Tout d’abord les trois premiers versets de l’évangile du jour : l’histoire de l’ami importun. Marguerat à la suite de Maillot, nous fait remarquer un point que l’on oublie peut-être trop souvent. On lit ces versets, et on campe la scène : deux amis, un qui frappe à la porte avec insistance pour emprunter trois pains, et l’autre qui dort et se voit dérangé par cet appel, mais fini par se lever à cause du sans-gêne de l’ami ! mais a-t-on bien lu le texte ? il y a un premier ami dans l’histoire que l’on a oublié. Il y a une cascade d’amitié en ce texte : il y a un premier homme qui arrive de voyage chez un deuxième. Le deuxième l’accueille et n’ayant pas de quoi le nourrir s’en va trouver le troisième pour lui demander du pain ! voilà un beau contexte pour insérer notre prière. La demande du deuxième homme, appelé ami importun, est en fait enracinée dans un geste premier : il a lui-même ouvert sa porte à l’autre. Il l’a accueilli sous son toit, il a fait tout ce qu’il a pu, mais voilà il manque de pain. Alors il va demander ce pain à un tiers ! Ainsi la prière n’est pas ici une histoire à deux, entre moi et Dieu. Elle est manière d’apporter devant Dieu l’humanité entière, et l’humanité plus particulière qui a frappé à ma porte aujourd’hui. Ainsi en introduisant ce premier personnage dans la parabole, Jésus ouvre la prière à une sollicitude première. La prière ne me déresponsabilise pas ! elle m’engage.

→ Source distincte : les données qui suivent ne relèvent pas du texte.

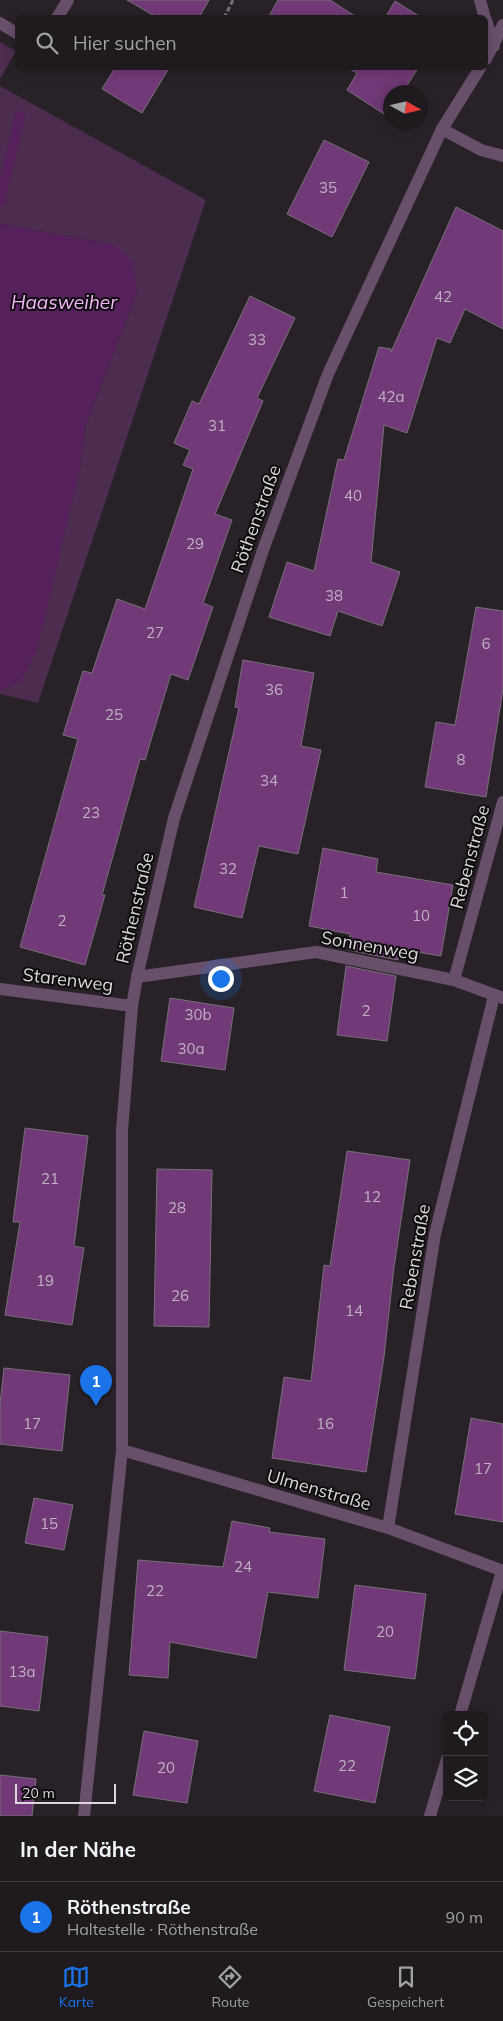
<!DOCTYPE html>
<html lang="de">
<meta charset="utf-8">
<style>
:root{--surface:#1e1a1e;--page:#2b272b;--text:#f1f3f6;--muted:#a1a1a4;--line:#3c383c;--accent:#1a73e8}
body{margin:0;font-family:Mulish,sans-serif;background:var(--page);color:var(--text)}
.controls{position:absolute;right:15px;bottom:15px;display:grid;overflow:hidden;border-radius:8px;box-shadow:0 2px 12px #0003}
.controls button{width:45px;height:45px;display:grid;place-items:center;padding:0;border:0;border-bottom:1px solid var(--line);background:var(--surface);color:var(--text);font:25px sans-serif}
.compass{position:absolute;left:383px;top:85px;width:45px;height:45px;border-radius:50%;background:var(--surface);box-shadow:0 2px 12px #0003;rotate:98deg}
.scale{position:absolute;left:15px;bottom:12px;width:101px;box-sizing:border-box;padding-left:5px;border:2px solid #dbd7db;border-top:0;font-size:14px;line-height:18px;white-space:nowrap;color:#dbd7db;-webkit-text-stroke:4px #0f0c0f;paint-order:stroke}
.you{position:absolute;left:220px;top:978px;width:18px;height:18px;margin:-12px;border:4px solid #fff;border-radius:50%;background:#1a73e8;box-shadow:0 0 0 8px #1a73e833}
.badge{display:grid;place-items:center;width:32px;height:32px;border-radius:50%;background:var(--accent);color:#fff;font-size:16px;font-weight:700}
.pin{position:absolute;translate:-50% -41px;filter:drop-shadow(0 1px 2px #0008)}
.pin::after{content:'';position:absolute;top:26px;width:18px;height:15px;background:inherit;clip-path:polygon(0 0,100% 0,50% 100%)}
.list{margin:0;padding:0;list-style:none}
h2{display:flex;justify-content:space-between;align-items:center;height:65px;margin:0;padding:0 20px;font-size:21px}
h2 small{font-size:16px;font-weight:400;color:var(--muted)}
.list li{display:grid;grid-template-columns:32px 1fr auto;gap:15px;align-items:center;box-sizing:border-box;height:70px;padding:0 20px;border-top:1px solid var(--line)}
.list b{display:block;font-size:19px;white-space:nowrap}
.list p{margin:0;font-size:16px;white-space:nowrap;color:var(--muted)}
.list em{font-size:16px;font-style:normal;color:var(--muted)}
.icon{flex:none;width:28px;height:28px;fill:none;stroke:currentColor;stroke-width:2;stroke-linecap:round;stroke-linejoin:round}
.map{position:relative;flex:none;width:503px;height:1816px;overflow:hidden}
.search{position:absolute;background:var(--surface);box-shadow:0 2px 12px #0003;left:15px;right:15px;top:15px;height:55px;display:flex;align-items:center;gap:12px;box-sizing:border-box;padding:0 18px;border-radius:8px;color:var(--muted);font-size:19px}
.sheet{height:135px;background:var(--surface)}
nav{display:flex;justify-content:space-around;align-items:center;box-sizing:border-box;height:70px;border-top:1px solid var(--line);background:var(--surface);font-size:14px;color:var(--muted)}
nav a{display:grid;justify-items:center;gap:2px}
nav .on{color:var(--accent)}
.map>svg:first-child{display:block}
.green{fill:#4c2c4f}
.water{fill:#56205c}
.lines{fill:none;stroke-linecap:round;stroke-linejoin:round}
.stream{stroke:#56205c;stroke-width:10}
.building{fill:#713977;stroke:#777078}
.path{stroke:#767176;stroke-width:3;stroke-dasharray:5 2.5;stroke-linecap:butt}
.minor{stroke:#68506b;stroke-width:12}
.labels{text-anchor:middle;stroke-width:4;stroke-linejoin:round;paint-order:stroke}
.number-label{font-size:15px;fill:#c0b0c2}
.street-label{font-size:18px;fill:#dbd7db;stroke:#0f0c0f}
.water-label{font-size:19px;font-style:italic;fill:#f7b7fd;stroke:#0f0c0f}
</style>
<div class="map">
<svg width="503" height="1816" viewBox="0 0 503 1816">
<rect width="100%" height="100%" fill="#282228"/>
<g class="green">
<path d="M0,42L16,51L0,79Z"/>
<path d="M0,86L206,200L38,703L0,694V691L20,682L80,468L85,426L137,293L116,245L0,224Z"/>
</g>
<path class="water" d="M0,224L116,245L133,263L137,293L85,426L80,468L37,650L20,682L0,691Z"/>
<g class="lines">
<path class="stream" d="M0,201L20,116"/>
</g>
<g class="building">
<path d="M127,0H209L199,18H158Z"/>
<path d="M278,0H330L358,18H268Z"/>
<path d="M395,1L422,18H385Z"/>
<path d="M115,68H169L142,113L102,89Z"/>
<path d="M348,68H418L403,92H390V118L347,90L357,73Z"/>
<path d="M324,140L369,162L332,237L287,214Z"/>
<path d="M456,207L503,231V329L465,309L450,343L437,338L407,433L384,425L371,562L400,572L382,626L338,611L330,636L269,617L287,562L314,571L338,459L344,460L379,347L391,349V352Z"/>
<path d="M250,296L295,318L257,398L263,401L215,514L232,520L203,603L213,607L188,680L171,674L145,760L140,759L102,895H105L85,965L20,947L78,739L63,735L83,671L92,673L117,599L145,609L193,469L183,465L190,450L174,443L192,401L199,404Z"/>
<path d="M476,607L503,611V689L486,797L425,787L436,722L455,725Z"/>
<path d="M243,660L314,673L301,746L321,750L298,854L259,846L242,918L194,907L239,708L235,707Z"/>
<path d="M323,848L378,859L376,872L453,885L441,956L399,949L398,960L348,950L350,934L309,926Z"/>
<path d="M346,966L396,976L387,1041L337,1035Z"/>
<path d="M170,998L234,1008L225,1070L161,1061Z"/>
<path d="M25,1128L88,1136L74,1246L84,1248L72,1325L5,1315L20,1222H13Z"/>
<path d="M347,1151L410,1160L394,1267L384,1357L366,1472L272,1458L284,1377L311,1381L324,1265L330,1266Z"/>
<path d="M157,1169L212,1170L209,1327L154,1326Z"/>
<path d="M4,1368L70,1375L62,1451L0,1444V1404Z"/>
<path d="M471,1418L503,1424V1522L455,1514Z"/>
<path d="M34,1498L73,1505L64,1550L25,1543Z"/>
<path d="M232,1521L270,1528L269,1532L325,1539L318,1598L268,1592L256,1658L170,1642L168,1678L129,1675L138,1560L223,1567Z"/>
<path d="M355,1585L426,1594L415,1679L344,1670Z"/>
<path d="M0,1631L48,1637L39,1711L0,1706Z"/>
<path d="M330,1715L390,1727L375,1803L314,1791Z"/>
<path d="M144,1731L198,1741L187,1803L133,1795Z"/>
<path d="M0,1775L36,1779L32,1816H0Z"/>
</g>
<g class="lines">
<path class="path" d="M224,18L233,0"/>
<g class="minor">
<path d="M480,0L485,18"/>
<path d="M57,18L68,0"/>
<path d="M486,20L494,46"/>
<path d="M0,23L18,34"/>
<path d="M486,59L503,25"/>
<path d="M442,129L481,150L503,156"/>
<path d="M137,977L316,952L454,980L503,998"/>
<path d="M454,980L503,802"/>
<path d="M0,989L132,1006"/>
<path d="M122,1450L388,1528L503,1571"/>
<path d="M388,1528L435,1234L494,996"/>
<path d="M460,1715L502,1571"/>
<path d="M84,1816L122,1450V1130L132,1006L137,977L174,818L263,550L328,374L442,129L480,68"/>
<path d="M430,1816L447,1759"/>
</g>
</g>
<g class="labels">
<g class="number-label">
<text x="328" y="193">35</text>
<text x="443" y="302">42</text>
<text x="257" y="345">33</text>
<text x="391" y="402">42a</text>
<text x="217" y="431">31</text>
<text x="353" y="501">40</text>
<text x="195" y="549">29</text>
<text x="334" y="601">38</text>
<text x="155" y="638">27</text>
<text x="486" y="649">6</text>
<text x="274" y="695">36</text>
<text x="114" y="720">25</text>
<text x="461" y="765">8</text>
<text x="269" y="786">34</text>
<text x="91" y="818">23</text>
<text x="228" y="874">32</text>
<text x="344" y="898">1</text>
<text x="421" y="921">10</text>
<text x="62" y="926">2</text>
<text x="366" y="1016">2</text>
<text x="198" y="1020">30b</text>
<text x="191" y="1054">30a</text>
<text x="50" y="1184">21</text>
<text x="372" y="1202">12</text>
<text x="177" y="1213">28</text>
<text x="45" y="1286">19</text>
<text x="180" y="1301">26</text>
<text x="354" y="1316">14</text>
<text x="32" y="1429">17</text>
<text x="325" y="1429">16</text>
<text x="483" y="1474">17</text>
<text x="49" y="1529">15</text>
<text x="243" y="1572">24</text>
<text x="155" y="1596">22</text>
<text x="385" y="1637">20</text>
<text x="22" y="1677">13a</text>
<text x="347" y="1771">22</text>
<text x="166" y="1773">20</text>
</g>
<g class="street-label">
<text transform="translate(256 519) rotate(-70)" y="6">Röthenstraße</text>
<text transform="translate(470 857) rotate(-75)" y="6">Rebenstraße</text>
<text transform="translate(135 908) rotate(-77)" y="6">Röthenstraße</text>
<text transform="translate(370 946) rotate(10)" y="6">Sonnenweg</text>
<text transform="translate(68 980) rotate(7)" y="6">Starenweg</text>
<text transform="translate(415 1257) rotate(-80)" y="6">Rebenstraße</text>
<text transform="translate(319 1490) rotate(16)" y="6">Ulmenstraße</text>
</g>
<g class="water-label">
<text x="64" y="309">Haasweiher</text>
</g>
</g>
</svg>
<div class="controls">
<button><svg class="icon" aria-label="locate" viewBox="0 0 24 24"><circle cx="12" cy="12" r="6"/><path d="M12 2v4M12 18v4M2 12h4M18 12h4"/></svg></button>
<button><svg class="icon" aria-label="layers" viewBox="0 0 24 24"><path d="M12 4l9 5-9 5-9-5zM3 14l9 5 9-5"/></svg></button>
</div>
<svg class="compass" viewBox="-18 -18 36 36"><path d="M0-13l5 13h-10z" fill="#e53935"/><path d="M0 13l5-13h-10z" fill="#a1a1a4"/></svg>
<div class="scale">20 m</div>
<div class="you"></div>
<div class="pin badge" style="left:96px;top:1406px">1</div>
<div class="search"><svg class="icon" aria-label="search" viewBox="0 0 24 24"><circle cx="10" cy="10" r="6"/><path d="M15 15l6 6"/></svg>Hier suchen</div>
</div>
<section class="sheet">
<h2>In der Nähe<small></small></h2>
<ul class="list">
<li><span class="badge">1</span><div><b>Röthenstraße</b><p>Haltestelle · Röthenstraße</p></div><em>90 m</em></li>
</ul>
</section>
<nav>
<a class="on"><svg class="icon" aria-label="map" viewBox="0 0 24 24"><path d="M3 6l6-2 6 2 6-2v14l-6 2-6-2-6 2zM9 4v14M15 6v14"/></svg>Karte</a>
<a><svg class="icon" aria-label="directions" viewBox="0 0 24 24"><path d="M12 3l9 9-9 9-9-9zM9 14v-3h6M13 9l2 2-2 2"/></svg>Route</a>
<a><svg class="icon" aria-label="saved" viewBox="0 0 24 24"><path d="M7 4h10v16l-5-4-5 4z"/></svg>Gespeichert</a>
</nav>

La deuxième partie de l’évangile de ce jour, est un appel à la confiance et à la persévérance : demandez, cherchez, frappez… Tu t’es laissé dérangé par l’humanité en détresse, va avec elle à Dieu, et demande. Et Jésus appuie son encouragement par un raisonnement a fortiori… quel père (digne de ce nom bien entendu) quel père bien qu’il ne soit pas parfait, donnerait la mort (serpent, scorpion) à son fils qui lui demande la vie (poisson, œuf). Si vous agissez ainsi, combien plus Dieu ! lui qui est vraiment Père, absolument Père.

Enfin, dernière partie de l’évangile du jour, un conseil de Jésus : dans ta prière au Père, demande l’Esprit Saint !!! En accueillant l’Esprit tu entreras dans la danse de la Trinité. Tu comprendras alors de l’intérieur la prière, ce dialogue qui circule au sein même de la Trinité !

Invitation au Notre Père : Demandons au Père, l’Esprit Saint, afin de pouvoir dire avec Jésus, la prière qu’il nous a enseignée.

Prière conclusive : Seigneur, tu nous as donné ta Parole, tu nous partages ta vie trinitaire. Nous te rendons grâce. Aujourd’hui, nous t’en prions, dépose en nos cœurs la plénitude de ta grâce. Que ton Esprit prie en nos cœurs, les rendant toujours plus solidaire de l’humanité entière, nous accordant toujours davantage à ton cœur qui n’est qu’amour.


mercredi 7 octobre 2020

Liturgie de la Parole

 A partir de ce mois d'octobre 2020, notre lectio va se concentrer sur la Liturgie de la Parole proposée chaque jour. Vous trouverez donc ici le commentaire fait au monastère d'Hurtebise lors de l'office de midi (en-dehors du dimanche).

Il est le fruit de la lectio d'une personne qui s'est proposée pour ce service : moniale, laïc proche de la communauté, prêtre de passage …

Nous souhaitons que cette nouvelle formule vous rejoigne dans votre désir d'approfondir la Parole et de la rendre vivante dans votre vie. Il est toujours possible d'y ajouter votre réflexion personnelle dans le souci de communion qui est le nôtre.